A lifetime of giving
By HAROLD GWIN
YOUNGSTOWN
At 94 years of age, most people would have long been retired.
Sister Jerome Corcoran passed that milestone three months ago, and, though she said she will be stepping down soon as executive director of Millcreek Children’s Center and Youngstown Community School, she has no intention of slowing down.
In fact, she really won’t be retiring. She’s just going to refocus some of her energy and attention.
“I will be working on special projects for Millcreek Children’s Center and Youngstown Community School,” she said. She also plans to help the new executive director ease into the job.
It’s a job she’s loved for the last 35 years.
She was born in Chicago, but her family moved to Youngstown when she was 7, and she’s been here ever since.
She was teaching English and education at Youngstown State University when the city asked her to take over what was then its preschool program, she said.
“I thought I would stay a few months and get it started,” she recalled.
But she soon saw the need for additional services for the children and stayed to help get them in place.
“So, I never left,” she said, adding that the thought of doing something else has never entered her mind.
But she’s ready now to hand the director’s duties over to someone else, and a careful search is under way for her successor.
“I do not want this to fade out,” she said, explaining she wants a successor who shares her passion for doing what is possible with little urban children.

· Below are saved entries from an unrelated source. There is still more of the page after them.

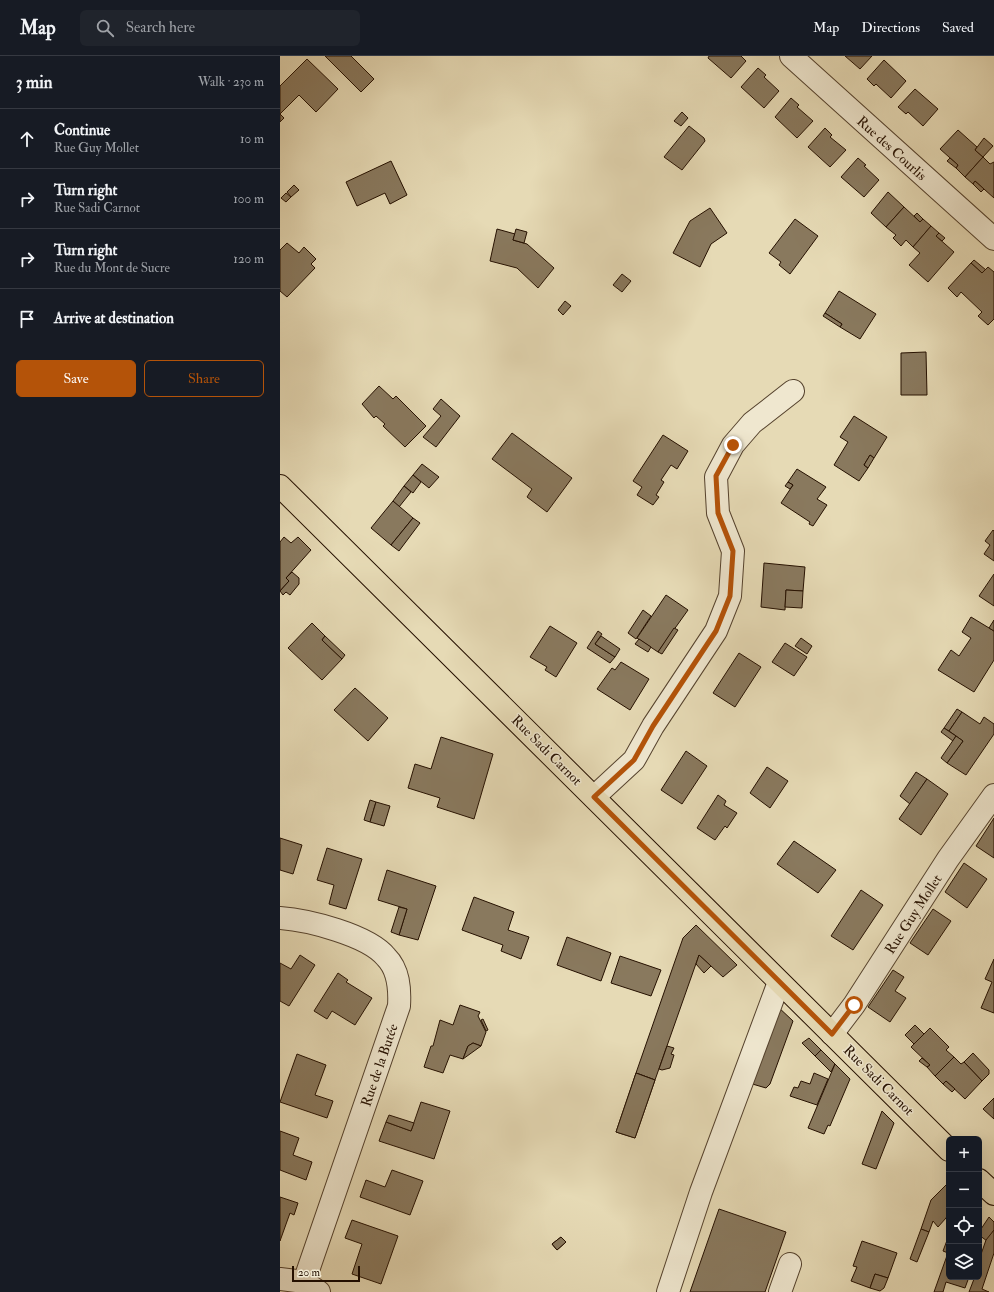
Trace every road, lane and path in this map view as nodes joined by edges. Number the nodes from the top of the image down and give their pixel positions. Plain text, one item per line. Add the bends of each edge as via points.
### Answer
1 (791, 56) edge
2 (990, 227) edge
3 (793, 391) dead end
4 (280, 486) edge
5 (994, 795) edge
6 (594, 797) junction
7 (280, 918) edge
8 (779, 982) junction
9 (832, 1034) junction
10 (946, 1147) edge
11 (982, 1183) edge
12 (994, 1194) edge
13 (790, 1264) dead end
14 (280, 1279) edge
15 (312, 1287) edge
16 (668, 1292) edge
17 (780, 1292) edge

1 - 2 street, Rue des Courlis
3 - 6 street via 752,423 733,445 716,476 718,513 733,551 730,596 716,631 653,726 634,760
4 - 6 main road, Rue Sadi Carnot
5 - 9 street, Rue Guy Mollet via 948,859 854,1005
6 - 8 main road, Rue Sadi Carnot
7 - 15 street, Rue de la Butée via 336,930 374,946 387,957 400,987 399,1006
8 - 9 main road, Rue Sadi Carnot
8 - 16 street via 704,1185
9 - 10 main road, Rue Sadi Carnot
11 - 12 main road
13 - 17 street
14 - 15 street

The most gratifying experience is watching children develop security, attentiveness and identification with the arts, and the feeling that, “Yes, I can do that,” she said.
Millcreek Children’s Center, launched in 1976, caters to preschool children of lower-income working parents. It averages about 50 students during the school term and 25 during the summer months.
Youngstown Community School, located next door, is a charter school opened in 1998, currently serving 330 children in kindergarten through sixth grade.
Sister Jerome takes some delight in pointing out the academic success of Youngstown Community School under the direction of Sister Mary Dunn, superintendent and principal, saying that it reached a state rating of “effective” this past school year on the Ohio Achievement Tests, up two steps from “academic watch” the previous year. “Effective” is the second highest state rating.
The children in Millcreek score above the national average on standardized academic tests and go into kindergarten prepared to succeed, she added.
“We know we can do it. It’s a success,” she said.
“We’ve always had just marvelous [school] boards,” Sister Jerome said. The schools have been blessed with generous support from many people, she said, noting that Denise DeBartolo York has been especially supportive of the schools.
Now is a good time to move on, she said, pointing out that she has some projects she wants to complete.
Among there is a plan to do a follow-up on graduates of Millcreek and Youngstown Community School to see what they are doing, what they have achieved and what problems they’ve had, she said.
She hopes to be able to show that the schools appreciate what they’ve done and is willing to continue helping them.
She also wants to set up a program to continue assisting those families who are hurting the most financially.
The schools have kept in touch with those families, and Sister Jerome wants to be sure resources are continued to be made available to them.
“I wouldn’t want to give that up,” she said.
She intends to launch a better public-relations program to tout the educational benefit of the two schools.
“People need to know that it is a good thing,” she said.